Patients had a median age of 69 months (interquartile range, 28-127 months) and a median follow-up period of 33 months (interquartile range, 9-51 months). There was no early death, but 2 late deaths (2.78%) occurred. The median conduit size was 18 mm (interquartile range, 18-20 mm) and the z score was +1.3 (interquartile range, +0.6-+2). Peak velocity across the ePTFE valve was 2.38 m/s (95% CI, 2.11-2.63 m/s). Pulmonary valve regurgitation was none or trivial in 27 (38.5%) patients, mild in 42 (60.0%) patients, and moderate in 1 (1.4%) patient. Conduit dysfunction occurred in 5 patients: 4 had moderate conduit stenosis, and 1 had moderate regurgitation. The right ventricular end-diastolic volume index in repaired tetralogy of Fallot was significantly decreased after surgery (171 mL/m vs 130 mL/m; P < .001). No reintervention or conduit replacement was needed.

CONCLUSIONS

This handsewn ePTFE valved conduit was associated with appreciable hemodynamic outcomes during the midterm follow-up period. Long-term follow-up studies are needed to corroborate these findings.

摘要

背景

已有多种右心室流出道重建的管道被报道,但其中大多数在中国不可用。研究人员使用膨化聚四氟乙烯(ePTFE)开发了一种简单的手工缝制带瓣管道。本研究评估了该管道的中期结果。

方法

本回顾性研究共纳入 2014 年 1 月至 2020 年 6 月期间接受 ePTFE 带瓣管道右心室流出道重建的 72 例患者。随访期间,所有患者均行超声心动图检查,修复法洛四联症患者行磁共振成像检查。

结果

患者的中位年龄为 69 个月(四分位距,28-127 个月),中位随访时间为 33 个月(四分位距,9-51 个月)。无早期死亡,但有 2 例晚期死亡(2.78%)。

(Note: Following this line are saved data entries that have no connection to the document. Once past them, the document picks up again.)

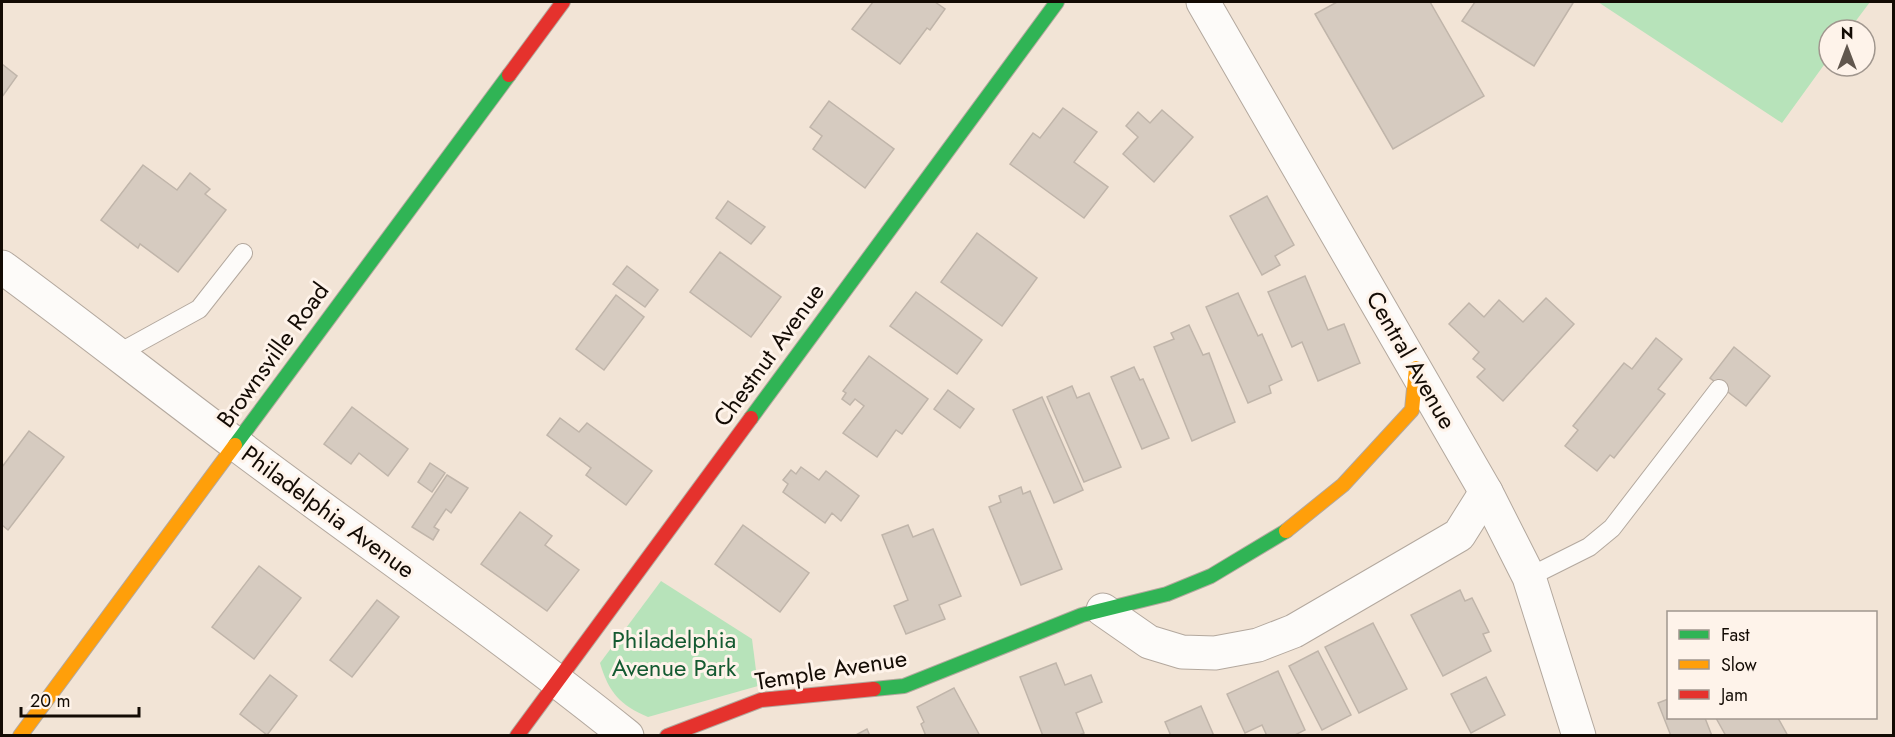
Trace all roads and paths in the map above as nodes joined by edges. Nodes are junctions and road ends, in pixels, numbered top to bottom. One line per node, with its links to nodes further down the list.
1 (563, 2): 9 (street, Brownsville Road)
2 (1057, 2): 13 (street, Chestnut Avenue)
3 (1203, 2): 7 (street, Central Avenue)
4 (243, 253): 6 (lane)
5 (2, 267): 6 (street, Philadelphia Avenue)
6 (119, 353): 9 (street, Philadelphia Avenue)
7 (1416, 368): 10 (street, Central Avenue); 12 (street, Temple Avenue)
8 (1719, 389): 11 (lane)
9 (236, 444): 13 (street, Philadelphia Avenue); 14 (street, Brownsville Road)
10 (1485, 492): 11 (street, Central Avenue); 12 (street)
11 (1529, 577): 18 (street, Central Avenue)
12 (1103, 610): 17 (street, Temple Avenue)
13 (558, 681): 15 (street, Chestnut Avenue); 16 (street, Philadelphia Avenue)
14 (20, 735)
15 (517, 735)
16 (627, 735)
17 (667, 735)
18 (1579, 735)

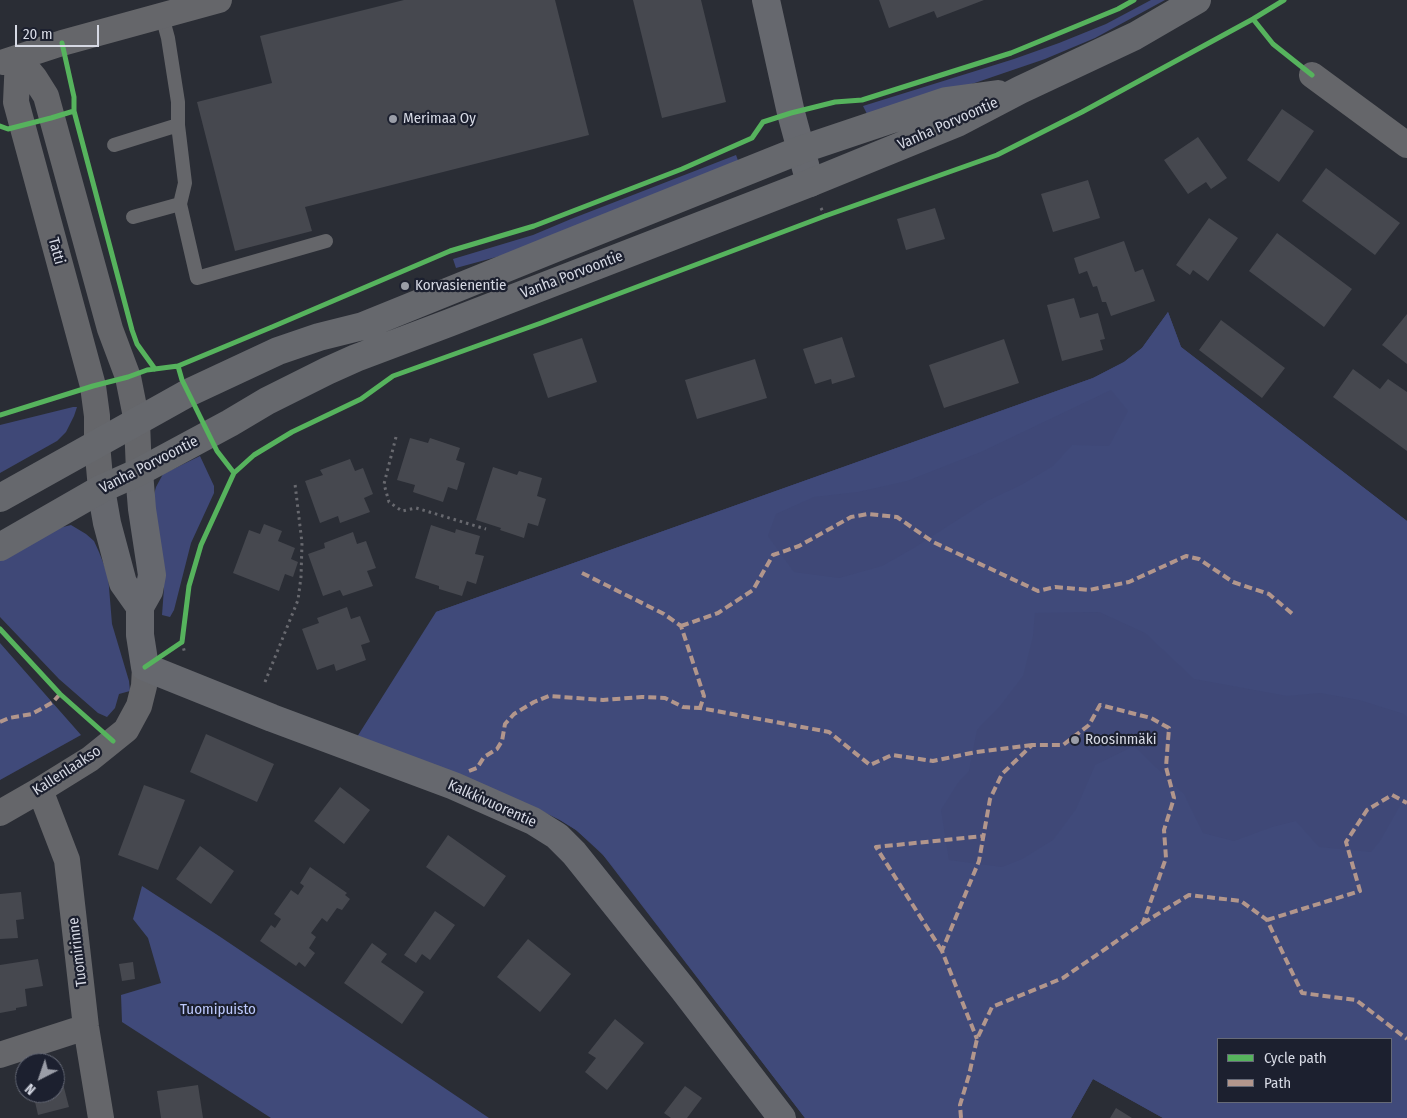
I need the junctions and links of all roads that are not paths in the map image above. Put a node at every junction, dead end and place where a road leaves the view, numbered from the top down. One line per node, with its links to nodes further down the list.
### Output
1 (219, 0): 4 (street)
2 (766, 0): 11 (street)
3 (1197, 0): 7 (main road, Vanha Porvoontie)
4 (162, 16): 5 (street); 8 (lane)
5 (9, 61): 16 (street, Tatti); 17 (street, Tatti)
6 (1312, 75): 10 (street)
7 (1020, 90): 11 (main road, Vanha Porvoontie); 12 (main road, Vanha Porvoontie)
8 (178, 126): 9 (lane); 13 (lane)
9 (114, 145)
10 (1407, 145)
11 (800, 150): 12 (street); 16 (main road, Vanha Porvoontie)
12 (810, 183): 18 (main road, Vanha Porvoontie)
13 (180, 204): 14 (lane); 15 (lane)
14 (133, 217)
15 (326, 241)
16 (136, 422): 17 (main road, Vanha Porvoontie); 18 (street)
17 (97, 444): 19 (street); 20 (main road, Vanha Porvoontie)
18 (138, 472): 19 (main road, Vanha Porvoontie); 22 (street)
19 (100, 489): 21 (main road, Vanha Porvoontie); 22 (street)
20 (0, 498)
21 (0, 547)
22 (140, 607): 23 (street)
23 (145, 667): 24 (street, Kallenlaakso); 29 (street, Kalkkivuorentie)
24 (40, 790): 25 (street, Kallenlaakso); 26 (street, Tuomirinne)
25 (0, 812)
26 (86, 1027): 27 (street); 28 (street, Tuomirinne)
27 (0, 1055)
28 (101, 1118)
29 (782, 1118)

中位管道直径为 18mm(四分位距,18-20mm),Z 值为+1.3(四分位距,+0.6-+2)。ePTFE 瓣口的峰值流速为 2.38m/s(95%CI,2.11-2.63m/s)。27 例(38.5%)患者瓣周漏为无或微量,42 例(60.0%)患者为轻度,1 例(1.4%)患者为中度。5 例发生管道功能障碍:4 例为中度管道狭窄,1 例为中度反流。法洛四联症修复术后右心室舒张末期容积指数明显下降(171ml/m 比 130ml/m;P<0.001)。无需再次干预或更换管道。

结论

这种手工缝制的 ePTFE 带瓣管道在中期随访期间具有可观的血流动力学效果。需要进行长期随访研究来证实这些发现。